Greta Anna Maria Woxén (12 July 1902 – 9 May 1993) was Sweden's first female engineer, graduating from the KTH Royal Institute of Technology in 1928.

== Early life ==
Greta Anna Maria Westberg was born on 12 July 1902 in Denmark. Her father Nils Westberg was an engineer and a collaborator of Swedish industrialist Gustaf Dalén.

== Education ==
Greta Westberg completed her secondary school education in 1920 and passed the studentexamen, the school-leavers' university entrance examination in Sweden.

She then began working at the Vattenfallsstyrelsen, a Swedish multinational power company owned by the Government of Sweden. After taking a short basic course in electrical engineering at work, she became interested in studying engineering. Her three brothers had studied at the KTH Royal Institute of Technology.

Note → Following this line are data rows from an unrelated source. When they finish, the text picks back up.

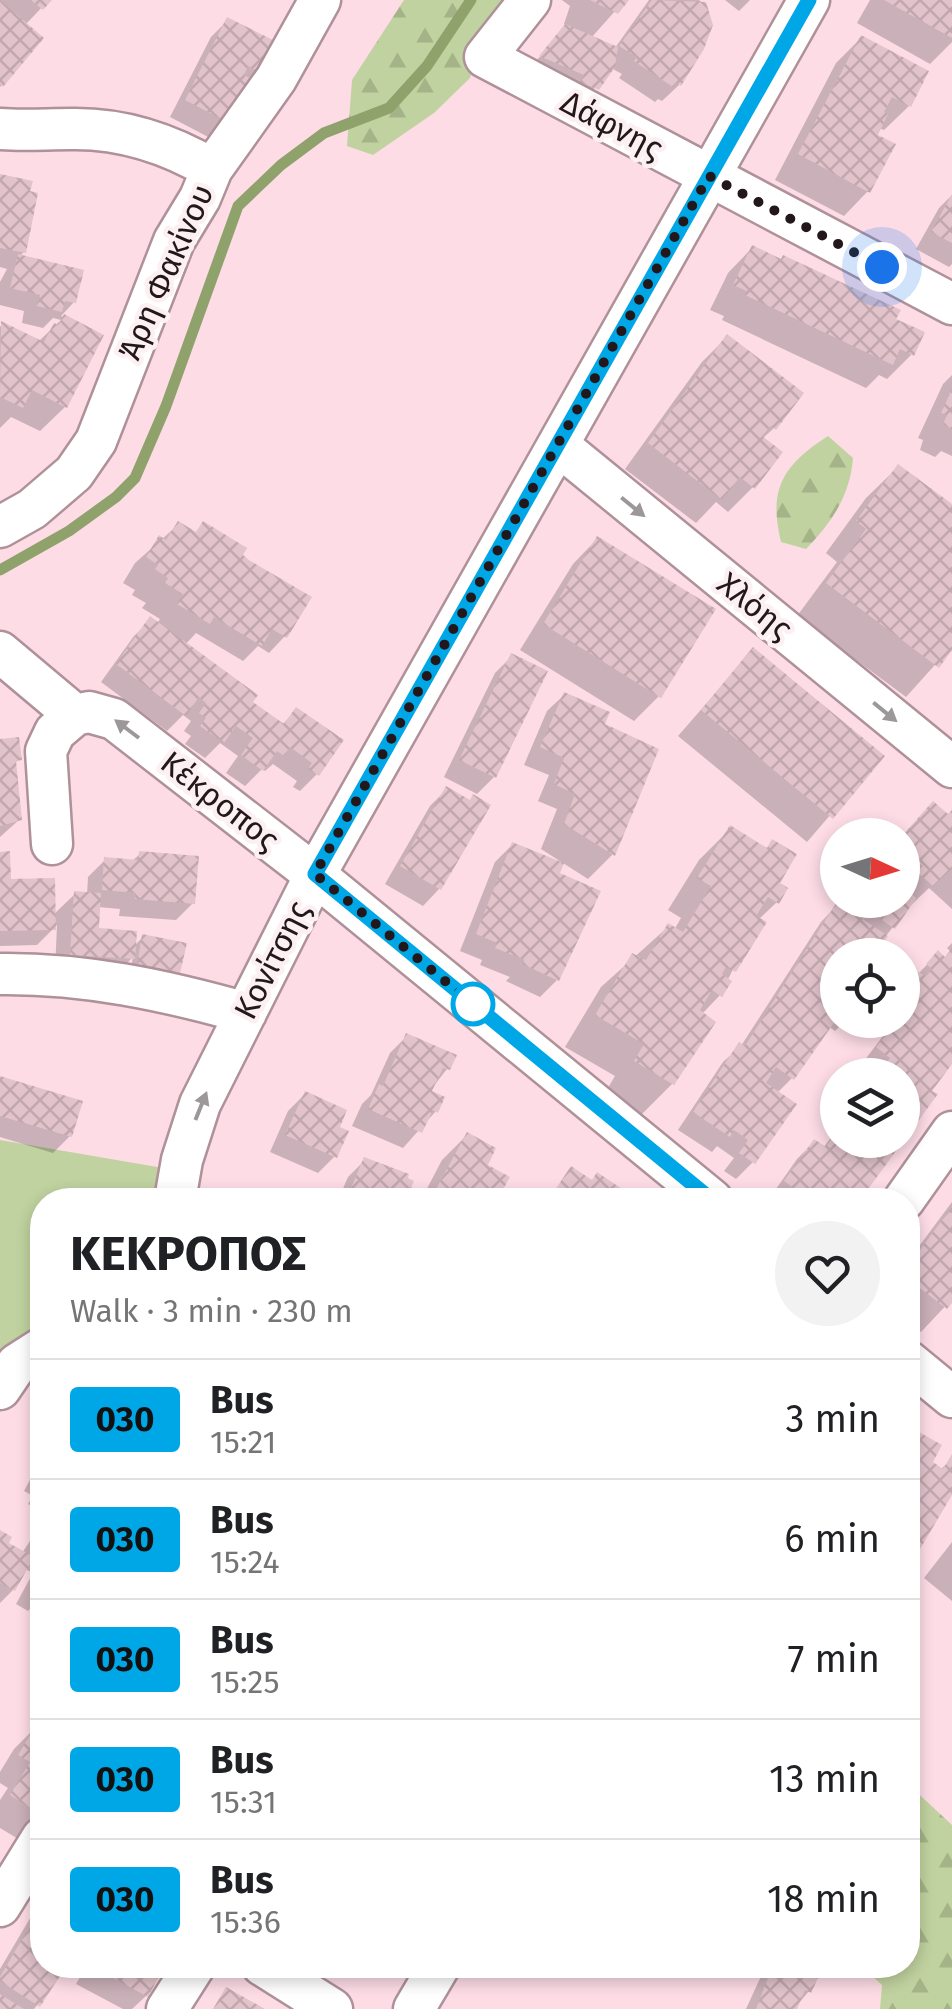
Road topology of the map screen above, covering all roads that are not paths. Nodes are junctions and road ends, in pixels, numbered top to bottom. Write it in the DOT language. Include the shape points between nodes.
graph roads {
  1 [pos="319,0"];
  2 [pos="530,0"];
  3 [pos="809,0"];
  4 [pos="0,128"];
  5 [pos="212,169"];
  6 [pos="709,176"];
  7 [pos="952,304"];
  8 [pos="558,445"];
  9 [pos="0,527"];
  10 [pos="0,652"];
  11 [pos="75,716"];
  12 [pos="952,767"];
  13 [pos="52,844"];
  14 [pos="315,874"];
  15 [pos="0,974"];
  16 [pos="246,1013"];
  17 [pos="952,1132"];
  18 [pos="176,1188"];
  19 [pos="697,1188"];
  20 [pos="912,1188"];
  21 [pos="30,1356"];
  22 [pos="920,1370"];
  23 [pos="0,1389"];
  24 [pos="952,1397"];
  25 [pos="30,1857"];
  26 [pos="0,1906"];
  27 [pos="187,1978"];
  28 [pos="283,1978"];
  29 [pos="432,1978"];
  30 [pos="167,2009"];
  31 [pos="332,2009"];
  32 [pos="414,2009"];
  1 -- 5 [label="street, Άρη Φακίνου" via="276,79"];
  2 -- 6 [label="street, Δάφνης" via="486,57"];
  3 -- 6 [label="street, Κονίτσης"];
  4 -- 5 [label="street" via="135,135 175,147"];
  5 -- 9 [label="street, Άρη Φακίνου" via="174,241 96,441 74,473"];
  6 -- 7 [label="street, Δάφνης"];
  6 -- 8 [label="street, Κονίτσης"];
  8 -- 12 [label="street, Χλόης, one-way"];
  8 -- 14 [label="street, Κονίτσης"];
  10 -- 11 [label="street, Κέκροπος"];
  11 -- 13 [label="street" via="54,732 46,751"];
  14 -- 11 [label="street, Κέκροπος, one-way" via="114,719 89,712"];
  14 -- 16 [label="street, Κονίτσης"];
  14 -- 19 [label="street, Κέκροπος"];
  15 -- 16 [label="street" via="146,986"];
  18 -- 16 [label="street, Κονίτσης, one-way" via="200,1104"];
  17 -- 20 [label="street"];
  21 -- 23 [label="street"];
  22 -- 24 [label="street"];
  25 -- 26 [label="street"];
  27 -- 30 [label="street"];
  28 -- 31 [label="street"];
  29 -- 32 [label="street"];
}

The KTH Royal Institute of Technology had opened its doors to women students in 1921, and Brita Snellman was the first woman to take advantage of this opportunity in the same year, studying architecture. Westberg was the first woman in Sweden to begin a master's degree in engineering when she entered KTH's department of electrical engineering in 1924. She was nicknamed "Electric Girl". (Vera Sandberg), who graduated from Chalmers University of Technology in 1917 with a bachelor's degree, is considered Sweden's first female engineer. Chalmers' courses at the time were shorter than that at KTH, and it took until 1937 before Chalmers became a technical college and was allowed to issue master's degrees). Brita Snellman graduated in 1924, the same year that Westberg began her studies, which meant Westberg was the only female technologist at the entire KTH for part of her time there. During her degree, she formed the Kvinnliga Teknologföreningen, the Women Technologists' Association, with two other women technologists, who started their courses later, one studying Architecture and the other Chemistry. She graduated from the KTH Royal Institute of Technology in 1928.

== Career ==
After graduating, Westberg quickly got a job at Elektricitetverksföreningen, the Swedish energy company, where she worked with operating statistics for just over a year. She married in 1929 and had to resign to raise her children. Once her children were grown, she returned to work in 1954 as a teacher of mathematics, physics and chemistry.

== Personal life ==
Greta Westberg married mechanical engineer Ragnar Woxén in 1929. He had also graduated in engineering in 1928, and later (1943–1964) became KTH's Rector. As early as 1927, the couple had edited and published Föreläsningar i läran om hiss- och transportanordningar, a collection of Lectures in the Doctrine of Elevators and Transport Devices. They had five children, Iva, Harald, Anna, Gerda and Gustav.

Greta Woxén died 9 May 1993 in Lidingö.

== Commemoration ==
A room is named after Greta Woxén at Kungliga Tekniska högskolan.